Old habits die hard and in order to get Massachusetts residents to become accustomed to betting with one or more of the licensed Bay State operators, they need the whole enchilada of betting markets and opportunities.

The Senate’s Counter-Proposal

Although the House created a bill that was both pragmatic and representative of what has been working best in other states, the Senate was quite the opposite.

Senate President, Karen Spilka, avoided the issue for several months. Her insouciance bordered on arrogance considering how many Massachusetts voters had been clamoring for it, as well as the casinos that pay beaucoup dough to the Bay State.

However, when the Senate finally addressed the issue and cobbled together their own version of a sports betting bill, it excluded college sports and had a much higher tax on both the online and retail operators. The dealbreaker for House Speaker Ron Mariano was college betting and on that, he would not bend.

What’s in the Bill?

If this were a boxing match, the House would have won by a TKO. Although they didn’t get everything on their wish list, college sports did make it through with the exception of local college teams. But the absurd caveat is that if any Massachusetts colleges or universities make it through to a national tournament then they would be allowed on the betting menu.

If that provision doesn’t smack of not wanting to be wrong even when you know you are then we’re not sure what does. Apparently, the Senate believes college kids are in danger of being bribed by ne’er-do-wells during the regular season but not during the biggest games they will play all year. Absurd.

As for the tax rate, it more closely resembled the House’s version than the Senate’s. It will be a reasonable 15% for retail sportsbooks and 20% for online operators.
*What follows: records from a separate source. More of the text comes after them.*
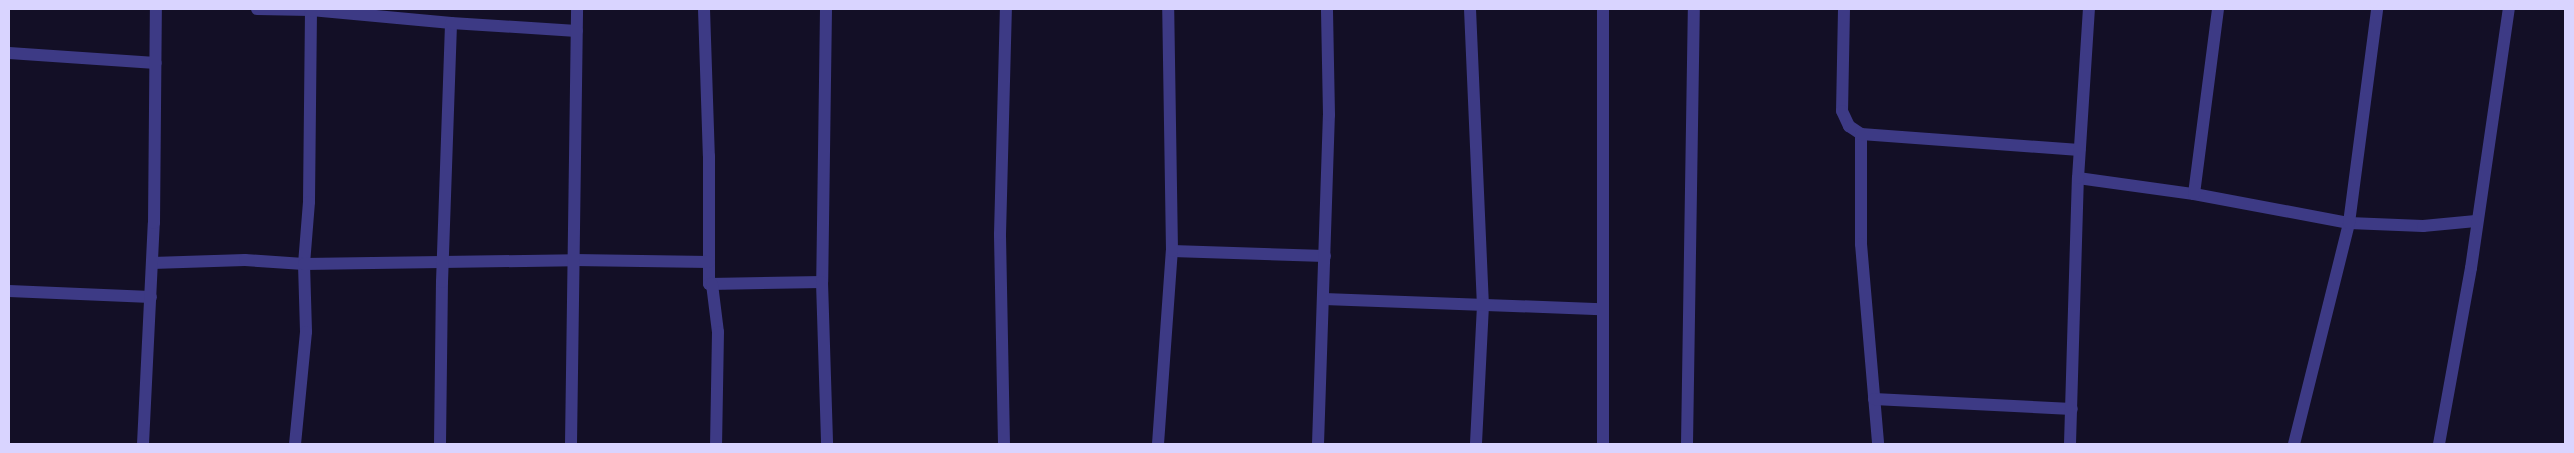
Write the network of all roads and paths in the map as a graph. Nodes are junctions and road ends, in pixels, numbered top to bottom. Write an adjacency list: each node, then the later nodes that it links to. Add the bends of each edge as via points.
1 (156, 9): 22 (street)
2 (257, 9): 17 (street)
3 (576, 9): 20 (street)
4 (704, 9): 33 (street)
5 (826, 9): 36 (street)
6 (1006, 9): 51 (street, via 1000,234)
7 (1168, 9): 29 (street)
8 (1328, 9): 30 (street)
9 (1470, 9): 41 (street)
10 (1603, 9): 42 (street)
11 (1694, 9): 56 (street)
12 (1844, 9): 23 (street, via 1842,111 1849,126)
13 (2089, 9): 24 (street)
14 (2218, 9): 26 (street)
15 (2377, 9): 28 (street)
16 (2509, 9): 27 (street)
17 (311, 10): 18 (street); 35 (street, via 309,202)
18 (361, 12): 19 (street)
19 (451, 24): 20 (street); 32 (street)
20 (576, 31): 31 (street)
21 (9, 53): 22 (street)
22 (156, 63): 34 (street)
23 (1861, 134): 24 (street); 43 (street, via 1861,244)
24 (2079, 150): 25 (street)
25 (2078, 178): 26 (street); 44 (street)
26 (2194, 194): 28 (street)
27 (2476, 221): 28 (street, via 2423,226); 60 (street)
28 (2349, 223): 59 (street)
29 (1172, 251): 30 (street); 52 (street)
30 (1325, 256): 40 (street)
31 (574, 260): 32 (street); 33 (street); 48 (street)
32 (443, 261): 35 (street); 47 (street)
33 (709, 262): 37 (street, via 709,284)
34 (152, 263): 35 (street, via 245,260); 39 (street)
35 (304, 264): 46 (street, via 306,332)
36 (822, 282): 37 (street); 50 (street)
37 (712, 284): 49 (street, via 718,332)
38 (9, 291): 39 (street)
39 (151, 297): 45 (street)
40 (1324, 299): 41 (street); 53 (street)
41 (1484, 305): 42 (street); 54 (street)
42 (1601, 309): 55 (street)
43 (1874, 399): 44 (street); 57 (street)
44 (2072, 409): 58 (street)
45 (143, 444)
46 (295, 444)
47 (440, 444)
48 (571, 444)
49 (716, 444)
50 (827, 444)
51 (1004, 444)
52 (1158, 444)
53 (1318, 444)
54 (1476, 444)
55 (1603, 444)
56 (1688, 444)
57 (1878, 444)
58 (2070, 444)
59 (2294, 444)
60 (2439, 444)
It will certainly create interest with the national operators such as FanDuel, DraftKings, and Caesars, while WynnBet and BetMGM will also be options due to both companies having the only two full casinos in the state.

Ready to Launch?

Governor Charlie Baker has not yet signed the bill but by all reports, his signature is a foregone conclusion. However, the timing of the launch has run the gamut from September to March and it appears as though the latter is a much more reasonable target than the former.

Martin Lycka, a senior vice president at sports betting firm Entain, said sports betting is here to stay in Massachusetts. “There’s no need to rush it,” he said.

“There’ll be the next football season. And let’s say Massachusetts ends up taking five, six months to get this off the ground, then, throughout next year, there will be a number of other marquee, needless to say, sports events.”

Politicians Are in No Rush

The Massachusetts Gaming Commissioner, Brad Hill, took a cautious approach to the launch when he stated, “We need to take our time. I’ve seen some quotes in the newspaper from the public and others that they hope to have this thing up and running in a very, very short amount of time.

“And I just want the public to be clear, at least from my view, I’m not speaking for the whole commission, but from my point of view, this is going to take a little longer than people probably anticipate.”

Sports betting has finally arrived in Massachusetts – a few years too late but better late than never.

However, those waiting for the launch shouldn’t hold their breath because in Massachusetts few things run smoothly or on time. Just ask anyone who ever rode the MBTA.